[Stored items]
_____

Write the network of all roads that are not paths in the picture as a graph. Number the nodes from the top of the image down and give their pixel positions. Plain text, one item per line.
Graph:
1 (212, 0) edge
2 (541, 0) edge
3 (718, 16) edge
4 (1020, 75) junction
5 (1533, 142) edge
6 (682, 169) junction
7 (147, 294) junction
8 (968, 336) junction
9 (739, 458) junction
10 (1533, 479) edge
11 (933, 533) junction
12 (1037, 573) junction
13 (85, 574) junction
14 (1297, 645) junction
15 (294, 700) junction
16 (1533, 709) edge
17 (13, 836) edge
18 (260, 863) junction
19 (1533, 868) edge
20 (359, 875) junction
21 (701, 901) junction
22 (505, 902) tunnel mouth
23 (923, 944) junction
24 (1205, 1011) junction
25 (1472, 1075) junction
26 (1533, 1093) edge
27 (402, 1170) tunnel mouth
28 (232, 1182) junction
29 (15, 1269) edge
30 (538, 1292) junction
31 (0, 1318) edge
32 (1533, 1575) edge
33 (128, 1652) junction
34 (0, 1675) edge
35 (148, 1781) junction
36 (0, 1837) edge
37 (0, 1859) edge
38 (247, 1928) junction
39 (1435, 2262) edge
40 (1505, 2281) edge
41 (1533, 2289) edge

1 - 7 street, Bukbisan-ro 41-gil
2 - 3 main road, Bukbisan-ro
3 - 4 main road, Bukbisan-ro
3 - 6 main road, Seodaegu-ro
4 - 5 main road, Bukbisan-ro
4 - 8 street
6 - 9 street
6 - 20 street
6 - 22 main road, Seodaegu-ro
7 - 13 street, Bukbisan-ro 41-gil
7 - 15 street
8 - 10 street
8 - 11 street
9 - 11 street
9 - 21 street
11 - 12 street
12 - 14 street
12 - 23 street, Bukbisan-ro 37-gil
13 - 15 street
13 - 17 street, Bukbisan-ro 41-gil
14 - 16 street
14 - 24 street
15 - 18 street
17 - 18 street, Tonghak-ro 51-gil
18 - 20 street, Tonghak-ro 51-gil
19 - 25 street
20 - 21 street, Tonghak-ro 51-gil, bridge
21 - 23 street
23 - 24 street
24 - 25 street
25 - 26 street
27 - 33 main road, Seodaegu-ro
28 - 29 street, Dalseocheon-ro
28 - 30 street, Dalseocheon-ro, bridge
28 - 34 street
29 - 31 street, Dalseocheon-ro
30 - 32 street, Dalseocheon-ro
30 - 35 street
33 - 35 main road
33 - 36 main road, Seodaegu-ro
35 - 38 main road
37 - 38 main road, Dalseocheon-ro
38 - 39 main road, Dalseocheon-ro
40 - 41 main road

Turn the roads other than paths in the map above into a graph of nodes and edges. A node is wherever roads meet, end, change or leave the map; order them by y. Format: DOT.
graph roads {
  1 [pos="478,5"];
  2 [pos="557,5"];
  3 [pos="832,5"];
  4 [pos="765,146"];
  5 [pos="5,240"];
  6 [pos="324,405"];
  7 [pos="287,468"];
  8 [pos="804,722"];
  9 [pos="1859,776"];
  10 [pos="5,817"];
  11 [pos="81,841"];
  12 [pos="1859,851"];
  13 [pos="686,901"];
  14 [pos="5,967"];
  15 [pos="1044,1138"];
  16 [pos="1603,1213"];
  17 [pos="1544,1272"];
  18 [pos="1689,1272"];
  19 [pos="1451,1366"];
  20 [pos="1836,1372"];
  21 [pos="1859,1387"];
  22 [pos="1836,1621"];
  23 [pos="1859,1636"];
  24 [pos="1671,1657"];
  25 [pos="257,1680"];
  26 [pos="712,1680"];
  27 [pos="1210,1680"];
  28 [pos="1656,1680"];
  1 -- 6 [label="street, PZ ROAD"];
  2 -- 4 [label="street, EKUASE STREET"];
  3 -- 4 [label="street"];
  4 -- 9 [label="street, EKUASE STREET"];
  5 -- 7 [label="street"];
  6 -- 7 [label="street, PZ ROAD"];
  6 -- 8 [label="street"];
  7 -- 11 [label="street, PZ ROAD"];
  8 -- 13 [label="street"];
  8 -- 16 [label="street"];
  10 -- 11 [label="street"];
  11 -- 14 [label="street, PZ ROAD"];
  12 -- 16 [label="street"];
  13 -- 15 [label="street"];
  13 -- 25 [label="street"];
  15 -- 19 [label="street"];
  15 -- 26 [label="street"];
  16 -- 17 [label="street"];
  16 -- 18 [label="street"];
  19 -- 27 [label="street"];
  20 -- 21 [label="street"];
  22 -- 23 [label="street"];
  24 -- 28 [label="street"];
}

_____

**What is expected:**
Extract the data exactly as given.

**Written answer:**
Write the network of all roads that are not paths in the picture as a graph. Number the nodes from the top of the image down and give their pixel positions. Plain text, one item per line.
Graph:
1 (212, 0) edge
2 (541, 0) edge
3 (718, 16) edge
4 (1020, 75) junction
5 (1533, 142) edge
6 (682, 169) junction
7 (147, 294) junction
8 (968, 336) junction
9 (739, 458) junction
10 (1533, 479) edge
11 (933, 533) junction
12 (1037, 573) junction
13 (85, 574) junction
14 (1297, 645) junction
15 (294, 700) junction
16 (1533, 709) edge
17 (13, 836) edge
18 (260, 863) junction
19 (1533, 868) edge
20 (359, 875) junction
21 (701, 901) junction
22 (505, 902) tunnel mouth
23 (923, 944) junction
24 (1205, 1011) junction
25 (1472, 1075) junction
26 (1533, 1093) edge
27 (402, 1170) tunnel mouth
28 (232, 1182) junction
29 (15, 1269) edge
30 (538, 1292) junction
31 (0, 1318) edge
32 (1533, 1575) edge
33 (128, 1652) junction
34 (0, 1675) edge
35 (148, 1781) junction
36 (0, 1837) edge
37 (0, 1859) edge
38 (247, 1928) junction
39 (1435, 2262) edge
40 (1505, 2281) edge
41 (1533, 2289) edge

1 - 7 street, Bukbisan-ro 41-gil
2 - 3 main road, Bukbisan-ro
3 - 4 main road, Bukbisan-ro
3 - 6 main road, Seodaegu-ro
4 - 5 main road, Bukbisan-ro
4 - 8 street
6 - 9 street
6 - 20 street
6 - 22 main road, Seodaegu-ro
7 - 13 street, Bukbisan-ro 41-gil
7 - 15 street
8 - 10 street
8 - 11 street
9 - 11 street
9 - 21 street
11 - 12 street
12 - 14 street
12 - 23 street, Bukbisan-ro 37-gil
13 - 15 street
13 - 17 street, Bukbisan-ro 41-gil
14 - 16 street
14 - 24 street
15 - 18 street
17 - 18 street, Tonghak-ro 51-gil
18 - 20 street, Tonghak-ro 51-gil
19 - 25 street
20 - 21 street, Tonghak-ro 51-gil, bridge
21 - 23 street
23 - 24 street
24 - 25 street
25 - 26 street
27 - 33 main road, Seodaegu-ro
28 - 29 street, Dalseocheon-ro
28 - 30 street, Dalseocheon-ro, bridge
28 - 34 street
29 - 31 street, Dalseocheon-ro
30 - 32 street, Dalseocheon-ro
30 - 35 street
33 - 35 main road
33 - 36 main road, Seodaegu-ro
35 - 38 main road
37 - 38 main road, Dalseocheon-ro
38 - 39 main road, Dalseocheon-ro
40 - 41 main road

Turn the roads other than paths in the map above into a graph of nodes and edges. A node is wherever roads meet, end, change or leave the map; order them by y. Format: DOT.
graph roads {
  1 [pos="478,5"];
  2 [pos="557,5"];
  3 [pos="832,5"];
  4 [pos="765,146"];
  5 [pos="5,240"];
  6 [pos="324,405"];
  7 [pos="287,468"];
  8 [pos="804,722"];
  9 [pos="1859,776"];
  10 [pos="5,817"];
  11 [pos="81,841"];
  12 [pos="1859,851"];
  13 [pos="686,901"];
  14 [pos="5,967"];
  15 [pos="1044,1138"];
  16 [pos="1603,1213"];
  17 [pos="1544,1272"];
  18 [pos="1689,1272"];
  19 [pos="1451,1366"];
  20 [pos="1836,1372"];
  21 [pos="1859,1387"];
  22 [pos="1836,1621"];
  23 [pos="1859,1636"];
  24 [pos="1671,1657"];
  25 [pos="257,1680"];
  26 [pos="712,1680"];
  27 [pos="1210,1680"];
  28 [pos="1656,1680"];
  1 -- 6 [label="street, PZ ROAD"];
  2 -- 4 [label="street, EKUASE STREET"];
  3 -- 4 [label="street"];
  4 -- 9 [label="street, EKUASE STREET"];
  5 -- 7 [label="street"];
  6 -- 7 [label="street, PZ ROAD"];
  6 -- 8 [label="street"];
  7 -- 11 [label="street, PZ ROAD"];
  8 -- 13 [label="street"];
  8 -- 16 [label="street"];
  10 -- 11 [label="street"];
  11 -- 14 [label="street, PZ ROAD"];
  12 -- 16 [label="street"];
  13 -- 15 [label="street"];
  13 -- 25 [label="street"];
  15 -- 19 [label="street"];
  15 -- 26 [label="street"];
  16 -- 17 [label="street"];
  16 -- 18 [label="street"];
  19 -- 27 [label="street"];
  20 -- 21 [label="street"];
  22 -- 23 [label="street"];
  24 -- 28 [label="street"];
}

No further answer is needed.